Over the weekend a conversation at work was had regarding the Batley situation as, once again, the nation of islam, by not denouncing the cavemen protesters, tacitly stands behind them. A colleague said “You can’t blame muslims; that’s ridiculous and wrong. Christians in the USA are just as bad.” Fair enough I replied, I hereby denounce all Christians demanding the beheading of non-believers. Then knowing said colleague is a former card-carrying communist and long-time hard left Labour supporter I asked where he stood on the Jews.
“That’s completely different” he opined, “It is well known that the Zionists control world trade and banking and oppress the people of Palestine.” And there we have it; this is at the heart of many of our problems in public discourse. Too few take the time or have the mental capacity to examine whether some of the qualities of those they hate so much are actually of any merit. Thus, if you hate Boris Johnson, nothing – not one thing – the man does will elicit anything other than opprobrium from you.

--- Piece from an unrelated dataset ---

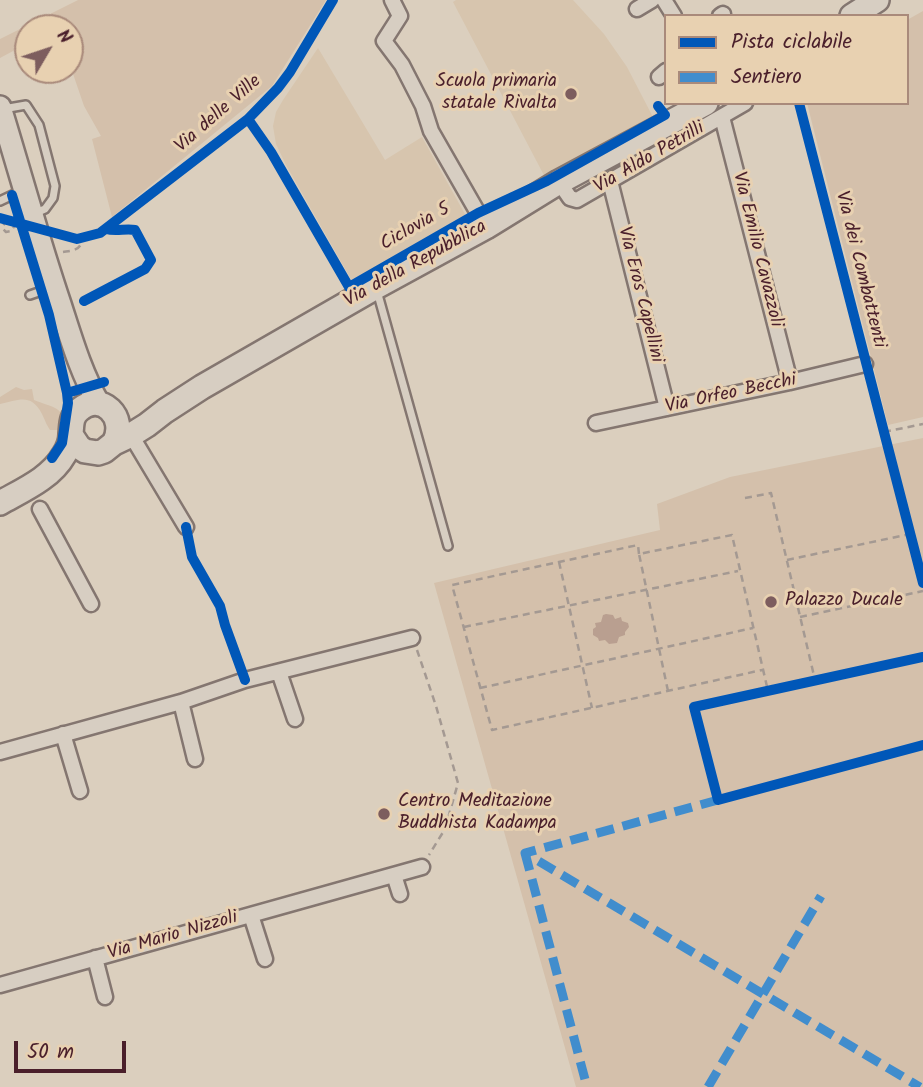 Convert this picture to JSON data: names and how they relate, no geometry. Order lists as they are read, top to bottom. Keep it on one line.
{"streets":{"main road":["Via della Repubblica"],"street":["Via Aldo Petrilli","Via Emilio Cavazzoli","Via Eros Capellini","Via Orfeo Becchi","Via Mario Nizzoli"],"cycle path":["Via delle Ville","Via dei Combattenti"]},"crossings":[["Via Aldo Petrilli","Via Emilio Cavazzoli"],["Via Aldo Petrilli","Via della Repubblica"],["Via Aldo Petrilli","Via Eros Capellini"],["Via Emilio Cavazzoli","Via della Repubblica"],["Via Emilio Cavazzoli","Via Orfeo Becchi"],["Via Eros Capellini","Via Orfeo Becchi"]],"places":["Scuola primaria statale Rivalta","Palazzo Ducale","Centro Meditazione Buddhista Kadampa"],"legend":["Pista ciclabile","Sentiero"],"scale_bar":"50 m","north":"top right"}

I don’t know Boris Johnson personally, but, in common with many, I have in the past, found him a shallow, ego-driven, faux-eccentric, manufactured, buffoon-like figure, who periodically bloats into to a balloon-like figure of foppish mediocrity. There; for the avoidance of doubt, like many who have never met him, I imagine he is not my kind of guy. Yet I can’t help but recognise that were this entirely true he wouldn’t be where he is today. I can appreciate how he lights up a room in a way that most people who seek public approval never do. I mean, take Ed Davey… no, really.
I doubt that Boris and I would get on, but whatever my personal impression of the man I simply cannot countenance the ludicrous portrayal of him as some sort of Machiavellian overlord. I was blocked on Twitter yesterday by somebody expressing their considered opinion that by heading up the government which has recently extended the coronavirus legislation, with the democratic approval of almost the entire House of Commons, he was ushering in a dictatorship. Dictator? I checked: “…a political leader who possesses absolute power.” Hmm…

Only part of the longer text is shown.